Languidecen los días a mayor velocidad de la que lo hace mi ánimo, que ya es decir. En octubre las horas comienzan a esfumarse en apenas un par de pestañeos, de pronto llega la noche barriendo las hojas y las sensaciones y nos encierra en nuestras casas.
Pasamos del calor al frío en unas horas, como nos pasa con según qué personas.
Algunas veces siento que los latidos se amortiguan dentro de este río cada vez más seco que me recorre por dentro, y que me estoy convirtiendo en hueso viejo, quebradizo, que se deshace hasta cuando alguien intenta acariciarlo con cuidado.
Prisionero de mi propia cárcel, condenado de manera perpetua por mi propio tribunal del jurado.
Navegamos tantas veces fuera de nuestro alcance, mirando el Universo, creyendo que podremos llegar a tocar cualquier estrella que brille ante nuestros ojos, con nuestro traje y nuestra nave preparada para el hiperespacio.

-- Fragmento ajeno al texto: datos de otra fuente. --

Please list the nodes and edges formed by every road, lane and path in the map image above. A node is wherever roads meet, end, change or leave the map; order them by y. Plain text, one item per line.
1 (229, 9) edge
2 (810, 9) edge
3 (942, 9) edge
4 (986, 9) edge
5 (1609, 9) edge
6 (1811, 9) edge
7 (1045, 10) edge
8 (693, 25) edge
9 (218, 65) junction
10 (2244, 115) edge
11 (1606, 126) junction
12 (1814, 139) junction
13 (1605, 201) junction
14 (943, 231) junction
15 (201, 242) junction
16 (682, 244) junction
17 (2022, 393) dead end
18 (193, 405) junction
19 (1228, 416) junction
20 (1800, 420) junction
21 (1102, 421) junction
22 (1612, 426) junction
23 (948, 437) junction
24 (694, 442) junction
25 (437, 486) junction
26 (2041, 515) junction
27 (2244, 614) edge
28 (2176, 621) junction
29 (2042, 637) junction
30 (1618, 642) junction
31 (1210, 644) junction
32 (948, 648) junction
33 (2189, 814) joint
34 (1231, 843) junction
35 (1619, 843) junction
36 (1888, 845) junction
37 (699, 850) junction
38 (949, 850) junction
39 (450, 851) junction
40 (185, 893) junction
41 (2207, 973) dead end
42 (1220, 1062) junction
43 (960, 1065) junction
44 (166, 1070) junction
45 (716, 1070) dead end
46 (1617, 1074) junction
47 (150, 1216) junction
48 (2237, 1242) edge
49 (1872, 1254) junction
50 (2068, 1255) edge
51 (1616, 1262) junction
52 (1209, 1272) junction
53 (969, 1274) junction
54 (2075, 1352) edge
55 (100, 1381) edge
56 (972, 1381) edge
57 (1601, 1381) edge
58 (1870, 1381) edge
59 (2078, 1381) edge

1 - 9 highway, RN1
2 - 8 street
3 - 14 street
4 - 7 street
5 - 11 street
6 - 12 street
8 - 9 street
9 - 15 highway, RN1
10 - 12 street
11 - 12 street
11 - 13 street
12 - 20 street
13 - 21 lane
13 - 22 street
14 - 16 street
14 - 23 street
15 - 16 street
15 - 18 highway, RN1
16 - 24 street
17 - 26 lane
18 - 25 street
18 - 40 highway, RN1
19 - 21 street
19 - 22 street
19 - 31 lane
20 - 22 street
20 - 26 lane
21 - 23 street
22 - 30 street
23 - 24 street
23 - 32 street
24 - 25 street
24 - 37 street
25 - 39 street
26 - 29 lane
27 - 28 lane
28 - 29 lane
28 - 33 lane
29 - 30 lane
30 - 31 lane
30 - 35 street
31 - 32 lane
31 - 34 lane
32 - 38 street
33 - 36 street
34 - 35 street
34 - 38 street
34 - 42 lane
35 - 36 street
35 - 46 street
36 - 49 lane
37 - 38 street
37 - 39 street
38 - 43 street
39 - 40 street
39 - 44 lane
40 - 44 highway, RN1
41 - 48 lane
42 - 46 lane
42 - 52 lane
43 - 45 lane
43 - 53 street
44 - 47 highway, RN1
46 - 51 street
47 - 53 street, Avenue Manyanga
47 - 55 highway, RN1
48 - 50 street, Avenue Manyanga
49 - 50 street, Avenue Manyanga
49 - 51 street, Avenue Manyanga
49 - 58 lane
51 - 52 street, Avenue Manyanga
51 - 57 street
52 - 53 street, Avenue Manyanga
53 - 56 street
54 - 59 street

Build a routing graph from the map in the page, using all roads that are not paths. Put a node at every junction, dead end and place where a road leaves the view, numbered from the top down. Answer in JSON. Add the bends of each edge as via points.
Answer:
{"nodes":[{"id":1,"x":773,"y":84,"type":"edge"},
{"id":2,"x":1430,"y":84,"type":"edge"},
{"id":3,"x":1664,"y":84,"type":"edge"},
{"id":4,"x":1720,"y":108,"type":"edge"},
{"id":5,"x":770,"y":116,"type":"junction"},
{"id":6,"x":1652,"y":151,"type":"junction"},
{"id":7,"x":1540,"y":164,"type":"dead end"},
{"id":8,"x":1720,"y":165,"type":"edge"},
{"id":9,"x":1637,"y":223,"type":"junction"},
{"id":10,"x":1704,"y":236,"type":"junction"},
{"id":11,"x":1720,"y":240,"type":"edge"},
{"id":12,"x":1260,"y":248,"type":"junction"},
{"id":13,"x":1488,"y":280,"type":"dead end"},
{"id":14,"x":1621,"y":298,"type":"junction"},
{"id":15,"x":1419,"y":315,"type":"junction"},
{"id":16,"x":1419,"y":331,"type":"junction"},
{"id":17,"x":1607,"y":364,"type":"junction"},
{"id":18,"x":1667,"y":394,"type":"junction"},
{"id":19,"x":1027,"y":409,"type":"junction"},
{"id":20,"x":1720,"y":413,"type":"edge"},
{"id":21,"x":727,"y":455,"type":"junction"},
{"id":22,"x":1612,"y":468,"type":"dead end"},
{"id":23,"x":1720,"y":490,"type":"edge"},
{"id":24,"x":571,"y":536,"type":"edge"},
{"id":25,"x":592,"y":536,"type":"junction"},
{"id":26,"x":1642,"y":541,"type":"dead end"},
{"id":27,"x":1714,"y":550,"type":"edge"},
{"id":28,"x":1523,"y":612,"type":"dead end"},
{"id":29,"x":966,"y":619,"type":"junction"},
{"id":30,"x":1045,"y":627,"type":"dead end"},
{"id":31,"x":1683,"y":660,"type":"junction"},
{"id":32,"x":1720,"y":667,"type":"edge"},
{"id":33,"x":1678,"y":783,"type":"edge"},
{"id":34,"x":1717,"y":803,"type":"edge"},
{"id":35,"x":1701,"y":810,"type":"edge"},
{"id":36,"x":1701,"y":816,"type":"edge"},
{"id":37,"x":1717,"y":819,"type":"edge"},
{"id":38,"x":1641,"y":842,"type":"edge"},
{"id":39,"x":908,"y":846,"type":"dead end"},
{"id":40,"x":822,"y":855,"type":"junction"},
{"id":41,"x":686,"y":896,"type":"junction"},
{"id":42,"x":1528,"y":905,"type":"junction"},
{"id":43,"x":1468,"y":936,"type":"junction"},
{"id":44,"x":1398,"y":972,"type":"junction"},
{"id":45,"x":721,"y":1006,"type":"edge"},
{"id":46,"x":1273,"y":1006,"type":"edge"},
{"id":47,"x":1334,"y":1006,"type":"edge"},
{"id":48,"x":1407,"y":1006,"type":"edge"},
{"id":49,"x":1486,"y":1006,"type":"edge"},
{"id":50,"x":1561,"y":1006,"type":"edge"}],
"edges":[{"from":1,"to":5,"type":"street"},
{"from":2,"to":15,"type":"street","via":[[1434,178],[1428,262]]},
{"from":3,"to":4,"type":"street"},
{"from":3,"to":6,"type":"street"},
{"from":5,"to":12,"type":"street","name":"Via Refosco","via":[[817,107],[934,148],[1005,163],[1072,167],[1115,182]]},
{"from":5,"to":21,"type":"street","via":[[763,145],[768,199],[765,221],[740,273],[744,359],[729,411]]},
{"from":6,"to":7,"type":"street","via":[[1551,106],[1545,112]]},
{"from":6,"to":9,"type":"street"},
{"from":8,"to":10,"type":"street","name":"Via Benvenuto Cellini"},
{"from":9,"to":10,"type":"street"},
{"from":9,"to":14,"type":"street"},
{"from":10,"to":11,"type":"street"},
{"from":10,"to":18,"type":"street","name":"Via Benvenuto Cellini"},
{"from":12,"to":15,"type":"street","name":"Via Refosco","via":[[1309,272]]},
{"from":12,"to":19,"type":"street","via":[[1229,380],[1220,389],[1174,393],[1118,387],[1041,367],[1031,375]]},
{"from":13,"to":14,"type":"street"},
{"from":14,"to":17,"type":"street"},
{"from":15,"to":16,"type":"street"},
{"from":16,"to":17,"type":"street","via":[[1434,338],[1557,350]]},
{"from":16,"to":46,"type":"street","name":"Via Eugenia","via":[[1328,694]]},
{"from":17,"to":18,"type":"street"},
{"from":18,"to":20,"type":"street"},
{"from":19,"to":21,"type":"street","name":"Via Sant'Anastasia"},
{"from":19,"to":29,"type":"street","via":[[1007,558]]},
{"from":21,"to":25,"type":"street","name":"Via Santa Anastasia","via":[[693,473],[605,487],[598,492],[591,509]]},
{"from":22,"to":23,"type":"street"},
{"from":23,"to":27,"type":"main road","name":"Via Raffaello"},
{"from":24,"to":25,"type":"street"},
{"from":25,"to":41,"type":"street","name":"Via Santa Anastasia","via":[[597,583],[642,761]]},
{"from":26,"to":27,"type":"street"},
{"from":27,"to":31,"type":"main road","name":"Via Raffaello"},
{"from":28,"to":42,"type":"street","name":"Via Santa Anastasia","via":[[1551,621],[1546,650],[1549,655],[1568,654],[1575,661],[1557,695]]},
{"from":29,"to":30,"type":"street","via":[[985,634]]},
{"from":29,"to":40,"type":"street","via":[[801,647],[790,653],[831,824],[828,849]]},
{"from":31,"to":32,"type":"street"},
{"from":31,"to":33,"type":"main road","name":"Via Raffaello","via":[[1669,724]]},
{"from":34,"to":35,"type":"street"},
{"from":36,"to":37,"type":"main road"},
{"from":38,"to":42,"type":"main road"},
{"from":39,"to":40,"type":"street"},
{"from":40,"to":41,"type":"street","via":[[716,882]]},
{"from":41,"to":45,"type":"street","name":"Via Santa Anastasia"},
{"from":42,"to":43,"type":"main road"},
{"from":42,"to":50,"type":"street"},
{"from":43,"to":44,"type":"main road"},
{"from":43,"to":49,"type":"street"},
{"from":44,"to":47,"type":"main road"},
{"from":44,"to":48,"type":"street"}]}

Pensamos en todo lo imposible cuando no somos capaces ni de lidiar con lo que tenemos más a mano, nosotros mismos, y nos vamos escondiendo por temor a conocernos de verdad.
Y que no nos guste lo que descubrimos.
Soñamos tanto que apenas nos queda tiempo para vivir en una realidad que nos espera lista siempre para darnos golpes bajos y dejarnos tendidos sobre el ring.
Supongo que me gusta imaginar porque puedo verte en medio de la noche caminando hacia a mí.
Supongo que me gusta imaginar porque puedo respirar la brisa del mar mientras te abrazo por la espalda.
Supongo que me gusta imaginar porque siento tu boca de nuevo dándome los buenos días.
Supongo que me gusta imaginar porque estoy menos roto.
Pero después abro los ojos y se me revuelve el estómago, de pensar que nunca vas a estar aquí de nuevo.